Late last month, White House political director Bill Stepien met with Gillespie campaign manager Chris Leavitt and Virginia party activists in Washington. Activists “lit into” Leavitt for nearly losing the primary, said two people familiar with the discussion.

Wendell Walker, the party’s vice chairman for the western half of the state, left convinced that the campaign was listening. But others fear the campaign remains overconfident.

“I feel like I’m on the Titanic right now,” one Republican insider said. “We’re about to hit an iceberg. ‘Hey, we need to turn!’ You’ve got the current Ed Gillespie team saying, ‘Nah, hold my beer, we got this.’ ”

The RNC has long played a part in field operations for various campaigns but is taking a more forceful role than usual in Virginia, calling shots more than collaborating, according to two people with direct knowledge of the arrangement.

Garren Shipley, Virginia spokesman for the RNC, called the ground game “a collaborative effort” among the RNC, the Republican Governors Association, the state party and the campaign. “Everyone quite literally has a seat at the table,” he said.

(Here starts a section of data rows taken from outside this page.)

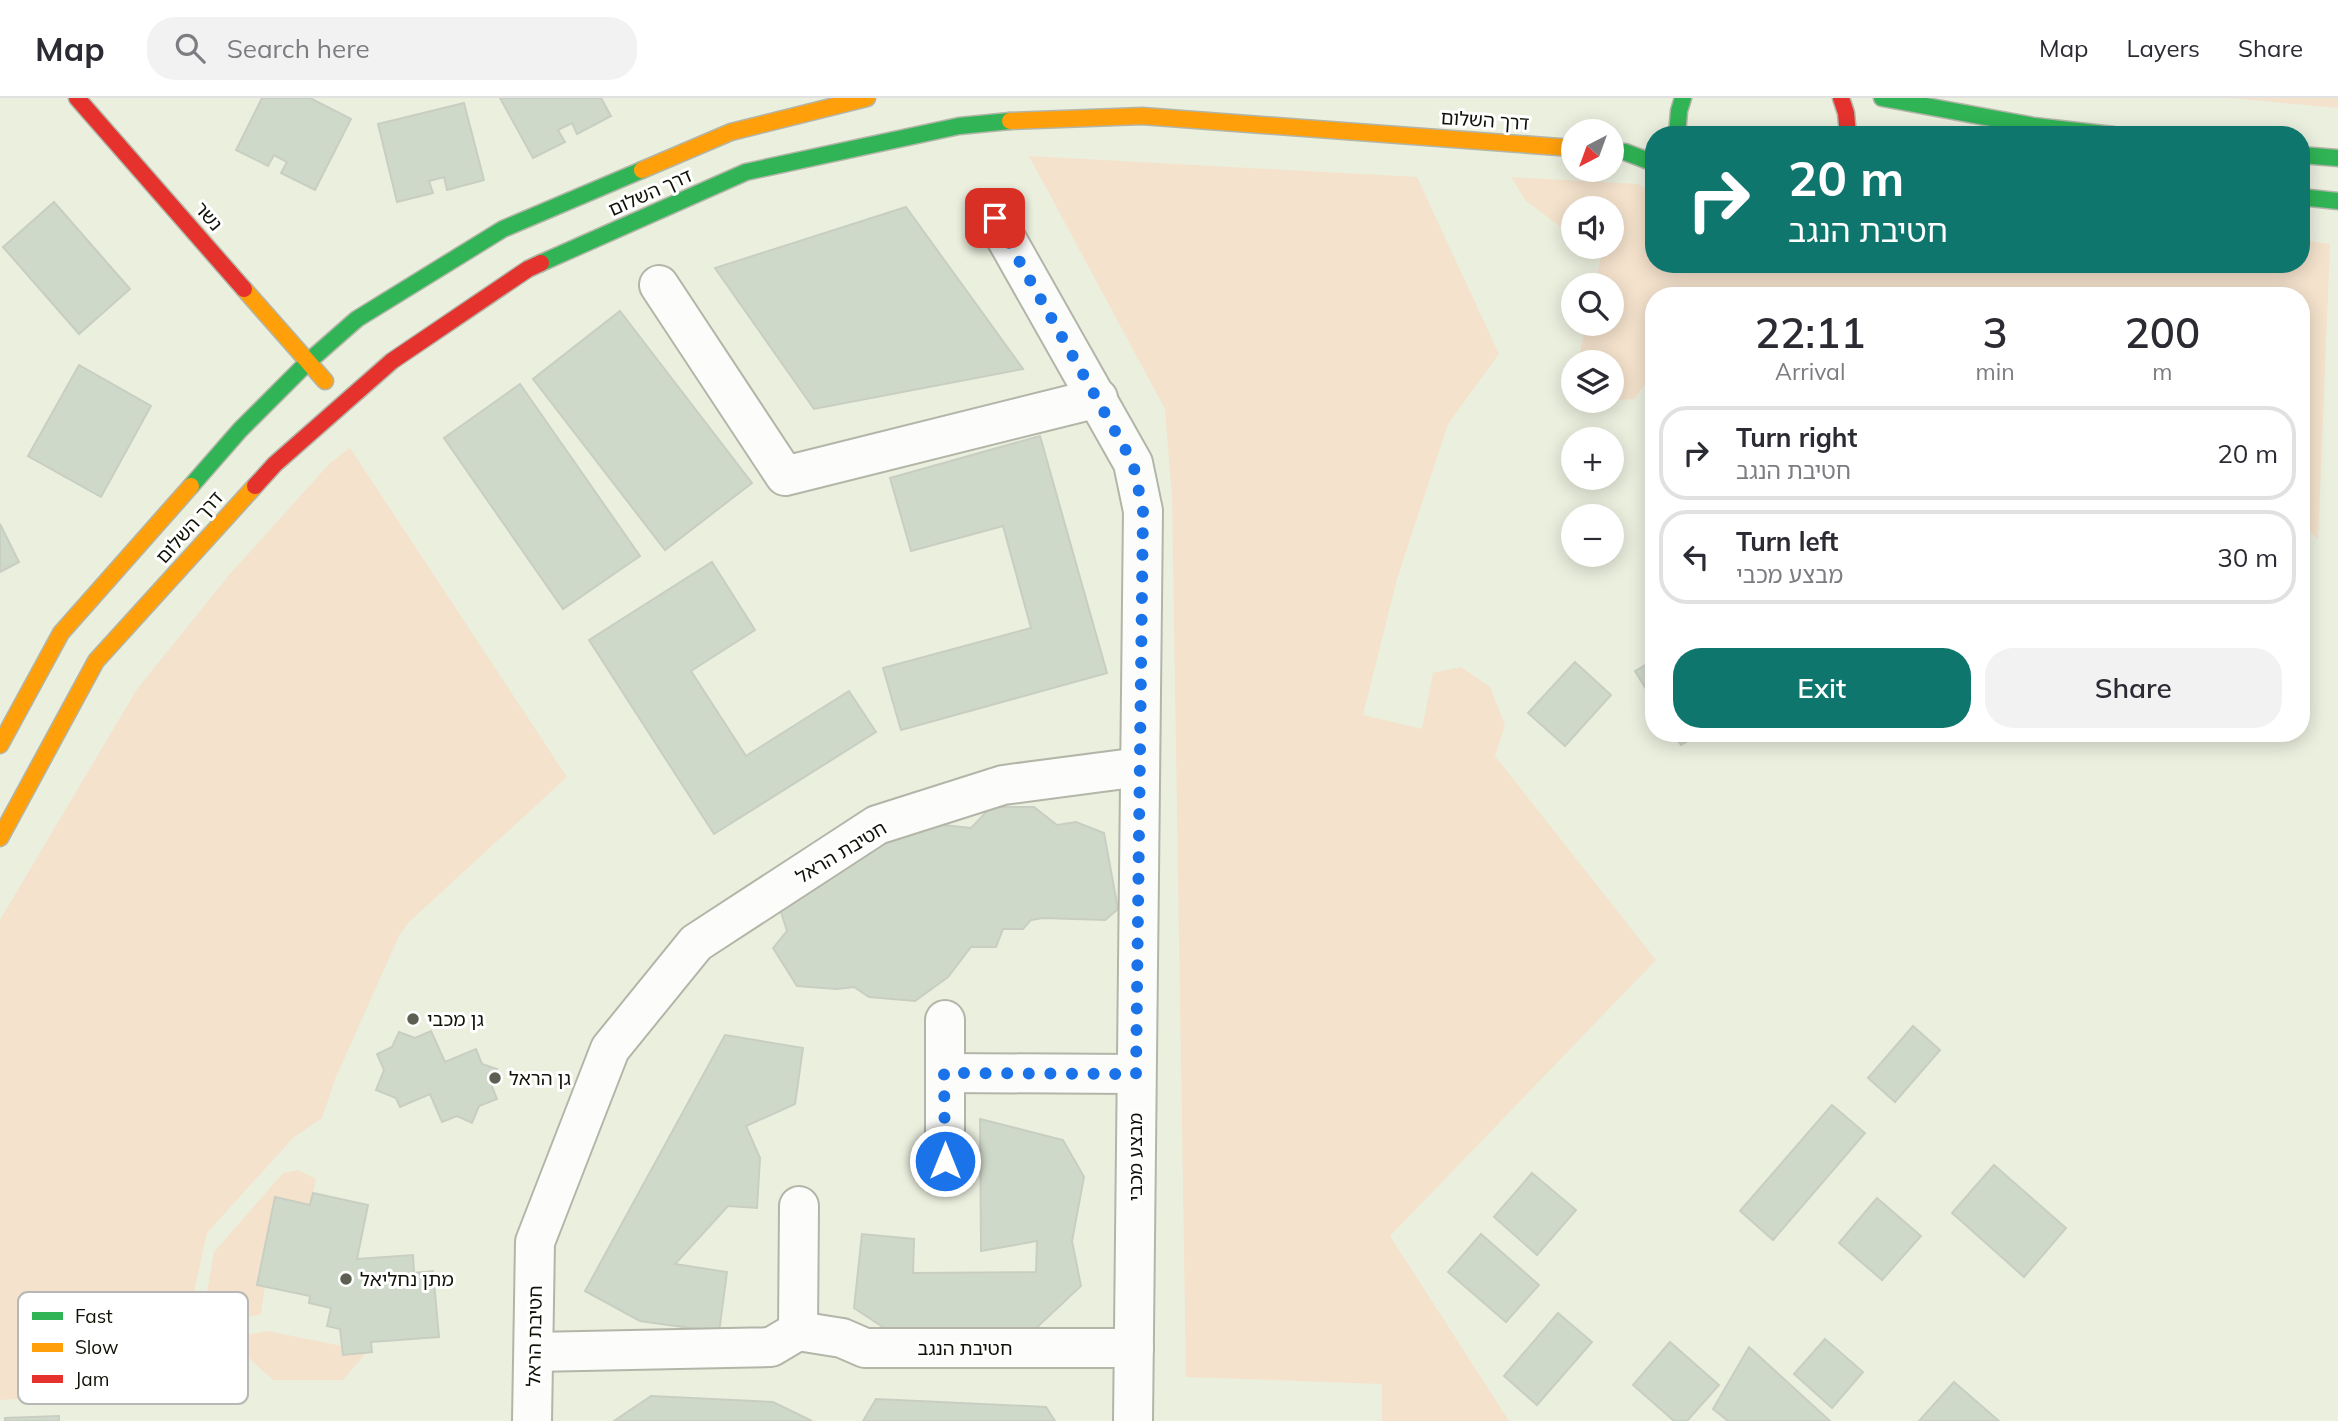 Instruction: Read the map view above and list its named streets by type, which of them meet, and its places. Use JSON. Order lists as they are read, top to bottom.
{
  "streets": {
    "street": [
      "דרך השלום",
      "נשר",
      "חטיבת הראל",
      "מבצע מכבי",
      "חטיבת הנגב"
    ]
  },
  "crossings": [
    ["דרך השלום", "נשר"],
    ["חטיבת הראל", "מבצע מכבי"],
    ["מבצע מכבי", "חטיבת הנגב"]
  ],
  "places": ["גן מכבי", "גן הראל", "מתן נחליאל"],
  "legend": ["Fast", "Slow", "Jam"],
  "north": "bottom left",
  "page": {
    "header": "Map",
    "search": "Search here",
    "nav": ["Map", "Layers", "Share"],
    "map_buttons": ["+", "−"],
    "turn": ["20 m", "חטיבת הנגב"],
    "eta": [
      "22:11",
      "Arrival",
      "3",
      "min",
      "200",
      "m"
    ],
    "list": [
      {
        "name": "Turn right",
        "note": "חטיבת הנגב",
        "value": "20 m"
      },
      {
        "name": "Turn left",
        "note": "מבצע מכבי",
        "value": "30 m"
      }
    ],
    "buttons": ["Exit", "Share"]
  }
}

Gillespie was expected to handily win June’s primary. But he finished just 1.2 percentage points ahead of Stewart — almost recount territory.

The next day, a handful of Republicans asked Lewandowski whether he would meet with and consider advising Gillespie, according to two Republicans with direct knowledge of the effort. Lewandowski agreed, but Gillespie was said to have flatly rejected the idea. Lewandowski declined to comment.

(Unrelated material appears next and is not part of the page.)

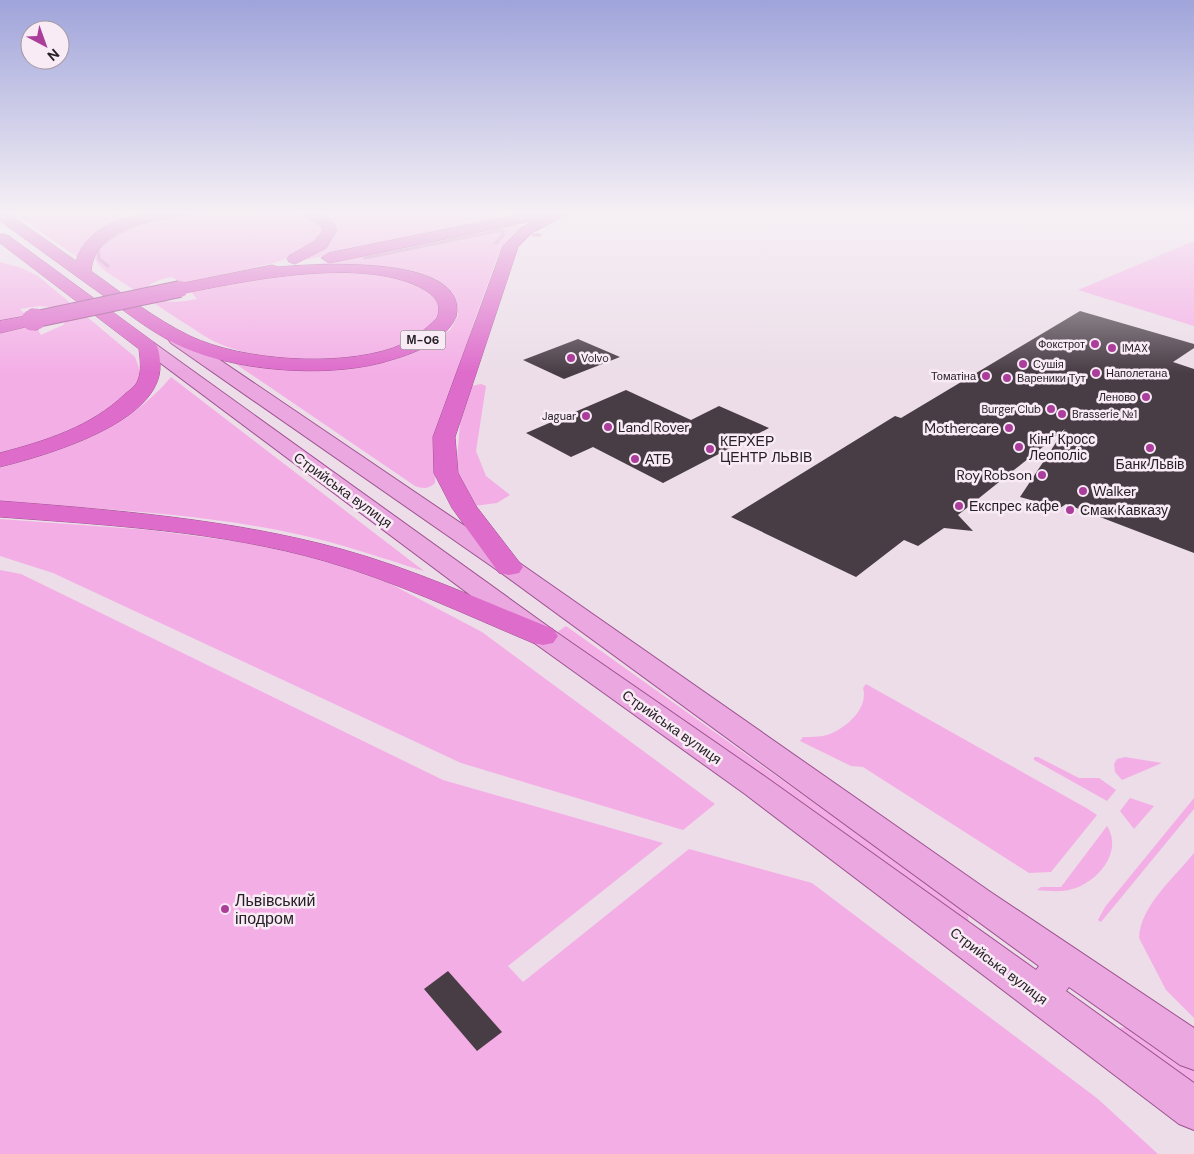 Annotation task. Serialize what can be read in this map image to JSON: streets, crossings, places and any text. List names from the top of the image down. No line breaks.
{"streets":{"highway":["М-06"],"main road":["Стрийська вулиця"]},"places":["Фокстрот","IMAX","Volvo","Сушія","Наполетана","Томатіна","Вареники Тут","Леново","Burger Club","Brasserie №1","Jaguar","Land Rover","Mothercare","Кінґ Кросс Леополіс","Банк Львів","КЕРХЕР ЦЕНТР ЛЬВІВ","АТБ","Roy Robson","Walker","Експрес кафе","Смак Кавказу","Львівський іподром"],"north":"bottom right"} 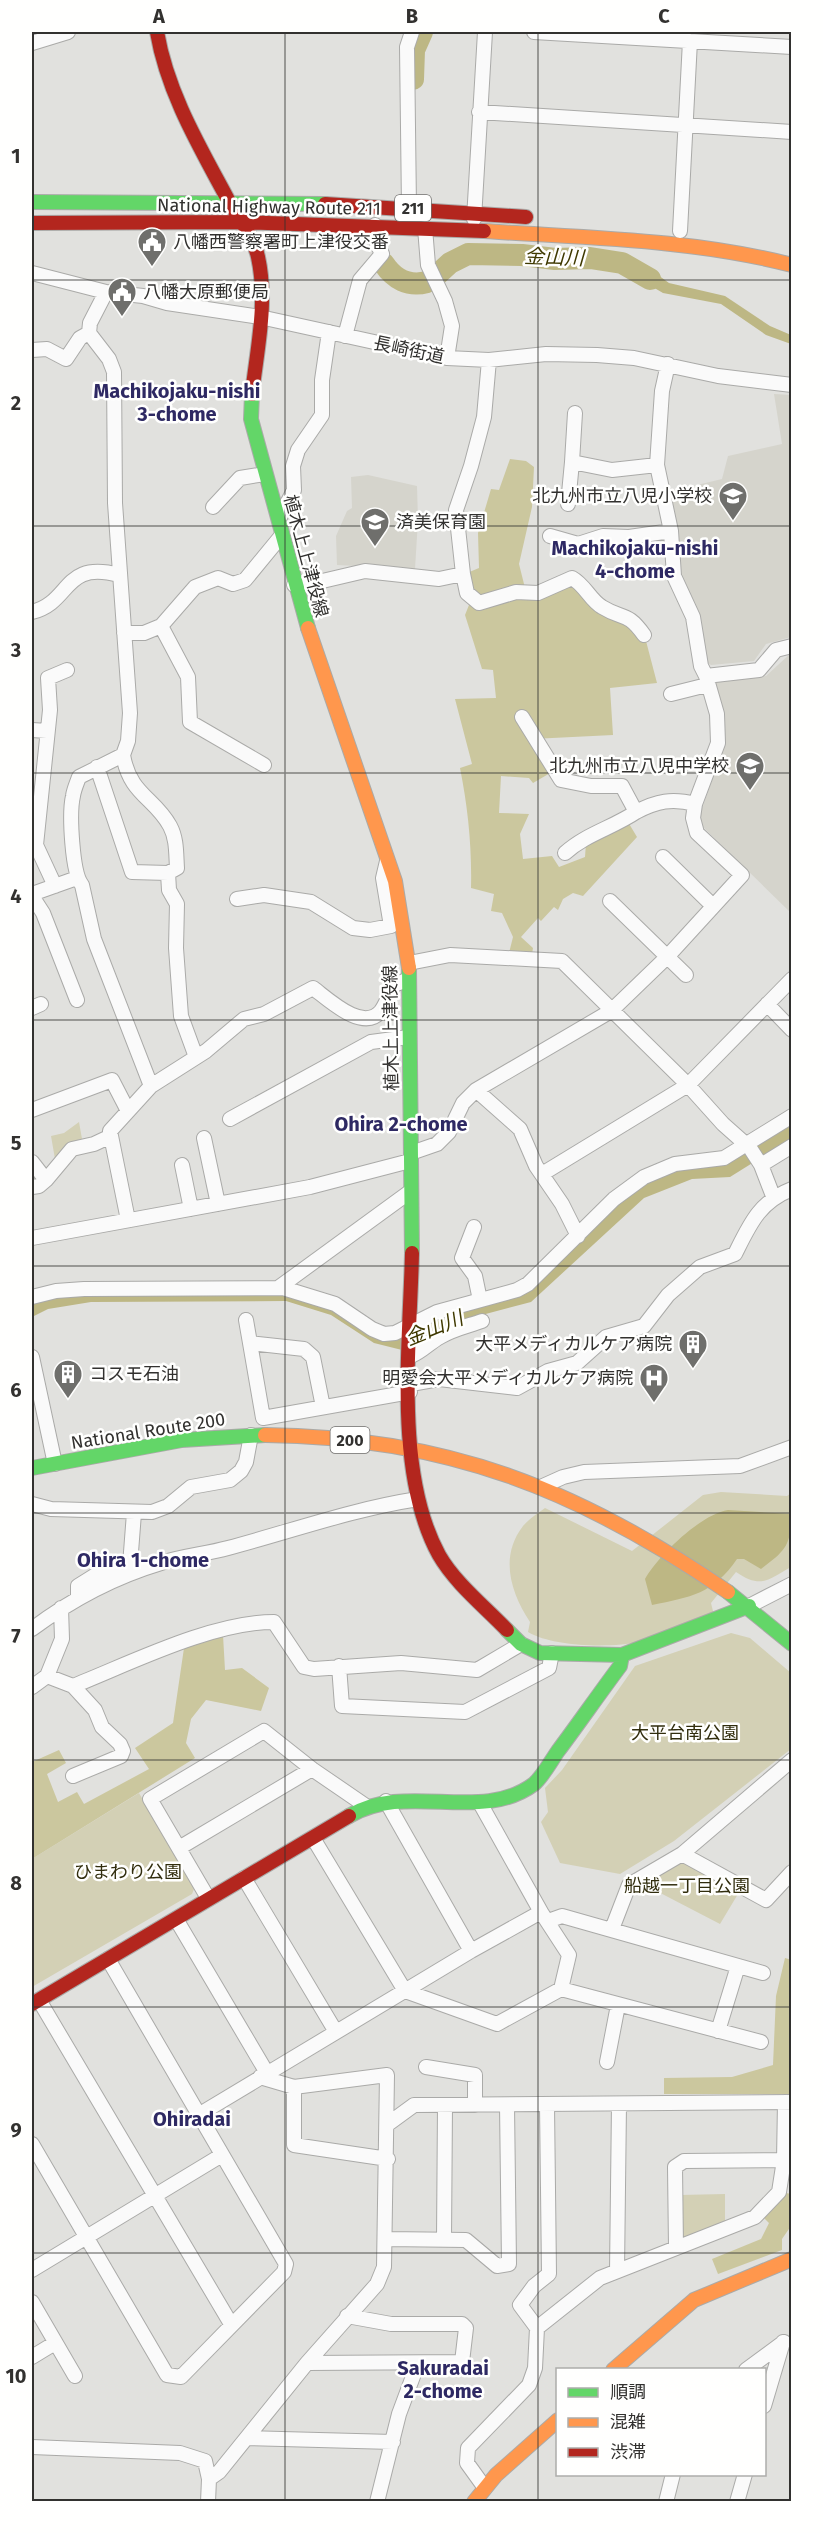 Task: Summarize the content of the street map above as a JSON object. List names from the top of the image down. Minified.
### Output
{"streets":{"main road":["National Highway Route 211","211","植木上上津役線","National Route 200","200"],"street":["長崎街道"]},"crossings":[["National Highway Route 211","植木上上津役線"],["長崎街道","植木上上津役線"],["植木上上津役線","National Route 200"]],"districts":["Machikojaku-nishi 3-chome","Machikojaku-nishi 4-chome","Ohira 2-chome","Ohira 1-chome","Ohiradai","Sakuradai 2-chome"],"water":["金山川"],"parks":["大平台南公園","ひまわり公園","船越一丁目公園"],"places":{"public building":["八幡西警察署町上津役交番","八幡大原郵便局"],"school or university":["北九州市立八児小学校","済美保育園","北九州市立八児中学校"],"building":["大平メディカルケア病院","コスモ石油"],"hospital":["明愛会大平メディカルケア病院"]},"legend":["順調","混雑","渋滞"],"grid":{"columns":["A","B","C"],"rows":["1","2","3","4","5","6","7","8","9","10"]}}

Others have suggested that Gillespie tap different Trump operatives, including those who helped him win tough battles in Ohio, Michigan, Pennsylvania and Wisconsin.

“No one’s pushing one particular person,” said a Republican familiar with the efforts. “The message that has been delivered by multiple people is, ‘Ed, just bring somebody in from Trump world who understands Trump.’ ”

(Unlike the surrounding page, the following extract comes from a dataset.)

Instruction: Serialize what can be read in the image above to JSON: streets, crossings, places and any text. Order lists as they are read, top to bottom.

Virginia is a swing state, but one that increasingly leans blue. Republicans have not won a statewide election since 2009. Gillespie came close to unseating Sen. Mark R. Warner (D-Va.), a highly popular former governor, in his first bid for elective office in 2014. Leading Gillespie’s Senate bid was Leavitt, his current campaign manager.

Gillespie will need Republicans of all stripes — plus independents — to have any hope of overcoming the advantage Northam has in the state’s heavily Democratic population centers.

That task became harder still late last month, as Libertarian Cliff Hyra qualified for the ballot. “A legitimate third-party alternative . . . gives Trump voters somewhere to go,” Fredericks said. “For Ed, it is a ring-the-alarm bell, red-alert fire.”

Some are urging Gillespie to make peace with Stewart, who never made a concession call.

White House press secretary Sean Spicer said he spoke to state party leaders after the primary “about the need to unify up and down the ticket.”

But an attempt by a mutual friend to bring them together recently fell apart. Stewart has said he will vote for Gillespie but won’t endorse him without more forceful stands on Confederate monuments, illegal immigration and other issues. “Maybe take some testosterone supplements and just get out there and start beating the hell out of Northam,” said Stewart, who has mocked Gillespie as “Establishment Ed” and called his stump speeches “boring.”

Gillespie has adopted a more aggressive tone lately. Ahead of July 4, he called for legalizing bottle rockets and Roman candles — an effort to appeal to liberty-minded voters — in a video that showed him lighting fireworks and dashing to safety.

During the primary, Gillespie declined so many debates that Stewart branded him “No-Show Ed.” But after Gillespie won the primary, he challenged Northam to 10. When Northam agreed to just three, Gillespie was ready with a warmed-over insult: “No-Show Northam.”

Stewart sees that as the sincerest form of flattery — and a good sign.

“Doesn’t bother me in the least,” he said. “I want him to win.”